Abstract
The cancer profile in the Indian state of Uttarakhand reveals that the breast cancer is the most prevalent type of cancers in females followed by cervical and ovarian type. Literature survey shows that the E6 protein of Human Papilloma Virus-16 (HPV-16) is responsible for causing several forms of cancer in human. Therefore, it is of interest to screen HPV-16 E6 target protein with known natural compounds using computer aided molecular modeling and docking tools. The complete structure of E6 is unknown. Hence, the E6 structure model was constructed using different online servers followed by molecular docking of Colchine, Curcumin, Daphnoretin, Ellipticine and Epigallocatechin-3-gallate; five known natural compounds with best E6 protein model predicted by Phyre2 server. The screening exercise shows that Daphnoretin (with binding free energy of -8.3 kcal/mol), a natural compound derived from Wikstroemia indica has the top binding properties. Thus, it is of interest to consider the compound for further validation.

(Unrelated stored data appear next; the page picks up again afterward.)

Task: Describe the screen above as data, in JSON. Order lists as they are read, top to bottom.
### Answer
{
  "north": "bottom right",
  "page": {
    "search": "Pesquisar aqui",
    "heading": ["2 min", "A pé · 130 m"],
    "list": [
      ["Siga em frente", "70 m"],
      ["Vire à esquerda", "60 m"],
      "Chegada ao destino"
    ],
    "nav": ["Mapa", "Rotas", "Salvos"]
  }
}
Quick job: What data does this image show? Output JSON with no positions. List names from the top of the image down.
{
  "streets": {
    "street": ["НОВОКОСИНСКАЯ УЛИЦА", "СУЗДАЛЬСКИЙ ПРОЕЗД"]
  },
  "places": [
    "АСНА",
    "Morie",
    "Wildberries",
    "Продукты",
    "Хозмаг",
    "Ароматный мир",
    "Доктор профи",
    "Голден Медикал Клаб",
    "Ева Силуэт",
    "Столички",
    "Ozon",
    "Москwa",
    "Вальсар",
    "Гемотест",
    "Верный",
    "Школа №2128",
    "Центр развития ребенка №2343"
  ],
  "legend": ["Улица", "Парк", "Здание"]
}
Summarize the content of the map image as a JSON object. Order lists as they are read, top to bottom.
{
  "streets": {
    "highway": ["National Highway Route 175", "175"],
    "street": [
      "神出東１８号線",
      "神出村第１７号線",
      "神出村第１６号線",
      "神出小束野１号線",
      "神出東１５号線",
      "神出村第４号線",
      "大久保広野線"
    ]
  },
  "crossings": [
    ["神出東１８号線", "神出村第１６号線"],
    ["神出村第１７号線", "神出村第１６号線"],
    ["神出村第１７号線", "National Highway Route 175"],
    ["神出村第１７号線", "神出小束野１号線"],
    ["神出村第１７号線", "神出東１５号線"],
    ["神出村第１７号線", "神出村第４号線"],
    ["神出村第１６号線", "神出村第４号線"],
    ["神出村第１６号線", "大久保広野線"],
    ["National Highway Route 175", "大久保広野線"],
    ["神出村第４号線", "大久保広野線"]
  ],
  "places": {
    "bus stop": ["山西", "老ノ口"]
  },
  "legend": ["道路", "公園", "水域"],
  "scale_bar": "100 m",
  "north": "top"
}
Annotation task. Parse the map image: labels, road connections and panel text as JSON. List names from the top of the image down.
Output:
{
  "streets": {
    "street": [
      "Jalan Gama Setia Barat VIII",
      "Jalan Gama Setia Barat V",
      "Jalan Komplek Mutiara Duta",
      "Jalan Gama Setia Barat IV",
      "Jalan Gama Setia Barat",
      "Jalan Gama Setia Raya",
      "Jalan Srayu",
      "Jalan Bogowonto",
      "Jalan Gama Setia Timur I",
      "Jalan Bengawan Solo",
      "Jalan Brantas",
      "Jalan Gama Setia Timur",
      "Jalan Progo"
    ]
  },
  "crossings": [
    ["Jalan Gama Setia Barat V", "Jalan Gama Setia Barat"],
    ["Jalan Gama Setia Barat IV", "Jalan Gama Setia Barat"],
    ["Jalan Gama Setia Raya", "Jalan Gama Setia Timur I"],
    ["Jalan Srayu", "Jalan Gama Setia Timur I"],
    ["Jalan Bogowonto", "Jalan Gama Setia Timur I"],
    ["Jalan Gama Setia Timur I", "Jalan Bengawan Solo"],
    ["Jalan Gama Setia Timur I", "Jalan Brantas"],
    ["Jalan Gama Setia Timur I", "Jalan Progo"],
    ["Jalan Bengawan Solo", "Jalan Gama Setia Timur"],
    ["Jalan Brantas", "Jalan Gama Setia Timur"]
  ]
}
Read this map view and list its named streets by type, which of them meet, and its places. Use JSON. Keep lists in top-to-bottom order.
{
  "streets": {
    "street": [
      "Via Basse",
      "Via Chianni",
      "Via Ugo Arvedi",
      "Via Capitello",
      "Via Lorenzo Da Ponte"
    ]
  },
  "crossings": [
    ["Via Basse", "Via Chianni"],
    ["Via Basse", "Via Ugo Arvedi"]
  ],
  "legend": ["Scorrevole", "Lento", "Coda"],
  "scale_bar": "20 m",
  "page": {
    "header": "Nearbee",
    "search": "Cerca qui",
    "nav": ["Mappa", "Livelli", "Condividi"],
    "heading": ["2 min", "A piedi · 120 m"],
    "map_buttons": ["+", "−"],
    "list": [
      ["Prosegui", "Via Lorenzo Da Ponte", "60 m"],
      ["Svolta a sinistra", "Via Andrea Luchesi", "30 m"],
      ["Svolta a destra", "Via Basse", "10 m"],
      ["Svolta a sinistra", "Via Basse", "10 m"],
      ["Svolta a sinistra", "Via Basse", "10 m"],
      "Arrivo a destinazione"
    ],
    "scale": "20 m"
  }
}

Keywords: Human Papilloma Virus, E6 Protein, Daphnoretin, Wikstroemia indica, Molecular Docking
Background
Cervical cancer is one of the leading causes of deaths worldwide. The cancer profile of the Indian state of Uttarakhand reveals that the Breast cancer was most prevalent in female followed by cervical and ovarian cancer [1]. Human Papillomaviruses (HPVs) are the major cause of cervical cancer in the world, involved in 90% of all Cervical Cancers. The HPVs is divided into two groups, the ‘low risk’ such as (type 6 and 11) and the ‘igh risk’ (type 16 and 18) [2]. Although there are more than 200 types of HPV identified, the most commonly associated with cervical cancer are ‘high-risk’ HPV-16 and HPV-18 [3] HPV-16 and HPV-18 remain the primary drug targets for the development of anticancer drug. The two HPV genes, E6 and E7, are known to play crucial role in development of cancer. Both in vitro and in vivo experimental studies show that the function of E6 and E7 proteins, particularly of the ‘high risk types’, are essential for tumor formation [4, 5]. These oncogenes from the HPV-16 and HPV-18 have been showed to alter gene regulatory pathways involved in cell cycle control, interacting with and neutralizing the regulatory functions of two important tumor suppressor proteins, p53 and pRb (Retinoblastoma Protein) and deregulating key signal transduction pathways [6, 7]. HPV has been known to be play a major role in cervical cancer but effective treatment against HPV infection is still unavailable [8], Plant-derived product have currently become of great interest due to their medicinal values for prevention and treatment of cancer.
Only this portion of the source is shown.